UC San Diego

Gold nanoparticles (AuNPs) have gained popularity in the development of in vitro diagnostics for their distinct physical and optical properties. More specifically, the surface plasmon resonance (LSPR) can be exploited via aggregation to generate a significant absorption band shift in the visible region of the electromagnetic spectrum, resulting in a pronounced red-to-blue color change that is visible to the naked eye. Our group has developed an intuitive and accessible, label-free diagnostic platform that takes advantage of the key proteolysis step in viral replication by designing cleavable peptide intermediates to interface with gold nano colloids.

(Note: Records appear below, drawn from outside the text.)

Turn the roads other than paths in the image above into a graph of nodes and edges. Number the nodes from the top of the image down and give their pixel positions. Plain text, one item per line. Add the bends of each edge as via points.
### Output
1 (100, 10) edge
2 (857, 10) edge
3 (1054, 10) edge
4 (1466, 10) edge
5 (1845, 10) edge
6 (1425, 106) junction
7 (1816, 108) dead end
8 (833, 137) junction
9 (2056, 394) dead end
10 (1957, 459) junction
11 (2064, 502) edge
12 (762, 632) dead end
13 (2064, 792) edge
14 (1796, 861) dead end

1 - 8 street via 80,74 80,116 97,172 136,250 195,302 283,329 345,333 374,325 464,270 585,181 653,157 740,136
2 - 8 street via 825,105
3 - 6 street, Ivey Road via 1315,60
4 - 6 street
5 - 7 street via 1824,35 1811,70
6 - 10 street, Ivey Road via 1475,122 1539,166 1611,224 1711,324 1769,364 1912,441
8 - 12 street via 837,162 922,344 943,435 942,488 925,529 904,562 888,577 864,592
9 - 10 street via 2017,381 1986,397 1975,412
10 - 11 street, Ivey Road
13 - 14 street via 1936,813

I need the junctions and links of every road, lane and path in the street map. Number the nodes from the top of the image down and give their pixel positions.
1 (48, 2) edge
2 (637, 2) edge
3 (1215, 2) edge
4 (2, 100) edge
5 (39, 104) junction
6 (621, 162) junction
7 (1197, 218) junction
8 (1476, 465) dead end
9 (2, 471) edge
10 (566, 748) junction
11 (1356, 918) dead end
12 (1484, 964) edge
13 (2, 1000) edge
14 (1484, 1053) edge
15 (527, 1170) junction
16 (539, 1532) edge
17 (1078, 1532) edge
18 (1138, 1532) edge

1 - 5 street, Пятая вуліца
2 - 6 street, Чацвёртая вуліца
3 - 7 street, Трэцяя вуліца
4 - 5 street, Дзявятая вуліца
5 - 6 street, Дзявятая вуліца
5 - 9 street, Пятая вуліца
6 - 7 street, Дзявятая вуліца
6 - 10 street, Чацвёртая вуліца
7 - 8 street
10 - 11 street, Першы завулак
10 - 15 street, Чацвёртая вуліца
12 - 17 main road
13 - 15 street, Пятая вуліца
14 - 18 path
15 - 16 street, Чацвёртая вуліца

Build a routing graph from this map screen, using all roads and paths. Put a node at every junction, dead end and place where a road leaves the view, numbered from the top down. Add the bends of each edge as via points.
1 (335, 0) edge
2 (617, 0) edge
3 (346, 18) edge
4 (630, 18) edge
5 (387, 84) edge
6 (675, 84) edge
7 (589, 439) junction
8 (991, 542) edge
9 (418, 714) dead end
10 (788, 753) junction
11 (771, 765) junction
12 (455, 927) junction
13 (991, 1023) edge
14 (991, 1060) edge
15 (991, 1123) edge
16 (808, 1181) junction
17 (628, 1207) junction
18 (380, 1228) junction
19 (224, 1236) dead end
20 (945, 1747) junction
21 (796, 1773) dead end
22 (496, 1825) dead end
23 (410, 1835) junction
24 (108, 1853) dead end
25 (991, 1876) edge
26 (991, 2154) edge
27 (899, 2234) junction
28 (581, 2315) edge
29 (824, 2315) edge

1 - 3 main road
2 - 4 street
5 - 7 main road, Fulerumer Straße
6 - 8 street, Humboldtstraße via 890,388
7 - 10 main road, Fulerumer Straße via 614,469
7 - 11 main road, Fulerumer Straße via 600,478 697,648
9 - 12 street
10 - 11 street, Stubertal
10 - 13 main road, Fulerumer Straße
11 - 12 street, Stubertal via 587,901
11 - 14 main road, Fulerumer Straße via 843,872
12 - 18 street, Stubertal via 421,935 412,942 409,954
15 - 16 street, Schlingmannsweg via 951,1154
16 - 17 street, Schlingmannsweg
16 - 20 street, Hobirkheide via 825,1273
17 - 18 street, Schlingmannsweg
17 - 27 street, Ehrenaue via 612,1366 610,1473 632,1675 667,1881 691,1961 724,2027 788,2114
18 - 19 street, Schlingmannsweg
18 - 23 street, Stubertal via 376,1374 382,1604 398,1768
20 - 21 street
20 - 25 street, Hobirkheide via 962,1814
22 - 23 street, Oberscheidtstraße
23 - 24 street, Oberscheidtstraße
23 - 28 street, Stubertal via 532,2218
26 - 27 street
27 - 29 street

Peptides are an effective probe due to their diverse and tunable functional groups found on amino acid side chains, which can interact with AuNPs through electrostatic, dithiol bridging, or amphiphilic interactions to promote aggregation. First, we determine the effects of modifying AuNPs with various surface ligands on aggregation propensity in the presence of charged, thiolate, or aromatic amino acids. The characterization study will then inform a final peptide design that encompasses all three molecular interactions which will be used to colorimetrically detect the coronavirus main protease. Second, we build on a well-established zwitterionic peptide design for electrostatically interfacing negatively charged AuNPs by providing additional optimizations of peptide design through the addition of lysine to arginine groups. An optimized peptide probe is then used to colorimetrically detect the norovirus main protease, additionally demonstrating the generalizability of this diagnostic platform.